Upacara penerimaan ini merupakan tradisi yang menandai bergabungnya para perwira muda hasil pendidikan Dikmapa PK ke dalam keluarga besar Angkatan Darat sekaligus menjadi awal pengabdian mereka sebagai pemimpin masa depan di lingkungan TNI AD.
Sebanyak 584 Paja mengikuti upacara tersebut, terdiri dari 327 Paja PK TNI Reguler, 125 Paja PK Program Khusus (Abituren UNHAN, STIN, dan PSSN), 25 Paja PK Program Khusus Cyber, serta 107 Paja PK Program Khusus lainnya.
Dalam amanat tertulis Kepala Staf Angkatan Darat (Kasad) Maruli Simanjuntak yang dibacakan Wakasad, disampaikan bahwa para perwira remaja merupakan generasi penerus yang akan memegang peranan penting dalam menjaga kedaulatan negara serta mengemban tugas pengabdian kepada bangsa dan negara.

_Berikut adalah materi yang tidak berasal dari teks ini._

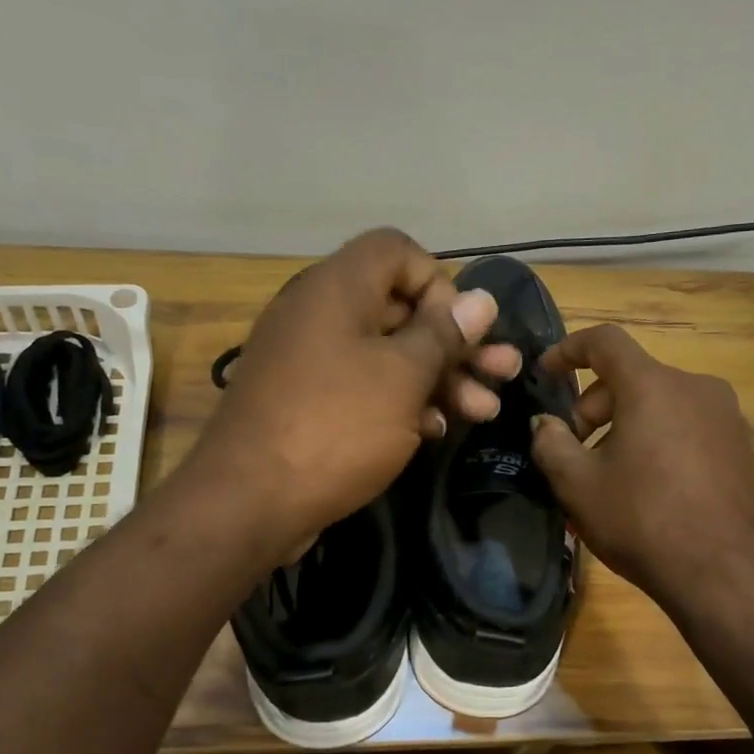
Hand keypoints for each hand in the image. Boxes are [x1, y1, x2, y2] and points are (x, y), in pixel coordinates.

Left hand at [187, 230, 519, 554]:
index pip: (397, 252)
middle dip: (457, 342)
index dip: (440, 282)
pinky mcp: (308, 402)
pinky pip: (364, 387)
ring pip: (388, 354)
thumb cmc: (336, 425)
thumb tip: (481, 299)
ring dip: (440, 378)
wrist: (249, 501)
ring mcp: (311, 361)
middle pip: (401, 309)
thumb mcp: (402, 377)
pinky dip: (402, 402)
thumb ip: (443, 334)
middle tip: (503, 372)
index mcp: (337, 288)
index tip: (465, 328)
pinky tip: (437, 429)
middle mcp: (320, 313)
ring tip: (485, 410)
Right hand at [529, 324, 753, 609]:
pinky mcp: (740, 446)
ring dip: (624, 426)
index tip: (546, 372)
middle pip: (632, 378)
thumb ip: (550, 443)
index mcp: (653, 386)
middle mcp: (695, 388)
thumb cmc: (641, 520)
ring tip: (607, 475)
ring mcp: (725, 416)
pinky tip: (646, 486)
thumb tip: (544, 423)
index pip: (605, 342)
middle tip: (573, 450)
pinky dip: (656, 439)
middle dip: (593, 407)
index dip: (569, 349)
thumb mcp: (578, 484)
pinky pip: (685, 426)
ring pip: (659, 404)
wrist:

Kasad menegaskan bahwa dinamika global saat ini bergerak semakin cepat dan sulit diprediksi, sehingga menuntut TNI AD untuk terus adaptif terhadap perkembangan ancaman maupun kemajuan teknologi pertahanan. Pertahanan negara tidak lagi hanya mengandalkan kekuatan tempur yang bersifat simetris, tetapi juga menghadapi berbagai dimensi ancaman asimetris yang menuntut peningkatan kualitas sumber daya manusia, kecermatan strategi, serta penguasaan teknologi modern.
“Kompleksitas ancaman global dan regional yang semakin tidak menentu, mulai dari perang yang sulit diprediksi, disrupsi siber, hingga dinamika geopolitik yang penuh ketidakpastian, menempatkan TNI AD pada spektrum penugasan yang jauh lebih luas dan multidimensional,” kutip Wakasad.
Pada akhir amanatnya, Kasad berpesan kepada para Paja agar mampu menerapkan ilmu yang telah diperoleh selama pendidikan untuk menyelesaikan berbagai persoalan di satuan, menumbuhkan budaya inovasi, serta terus berkarya dalam menjalankan tugas pengabdian. Ia menegaskan bahwa keberhasilan seorang perwira tidak hanya diukur dari jabatan yang diraih, tetapi dari dampak positif yang dapat diberikan bagi anggota, satuan, dan masyarakat.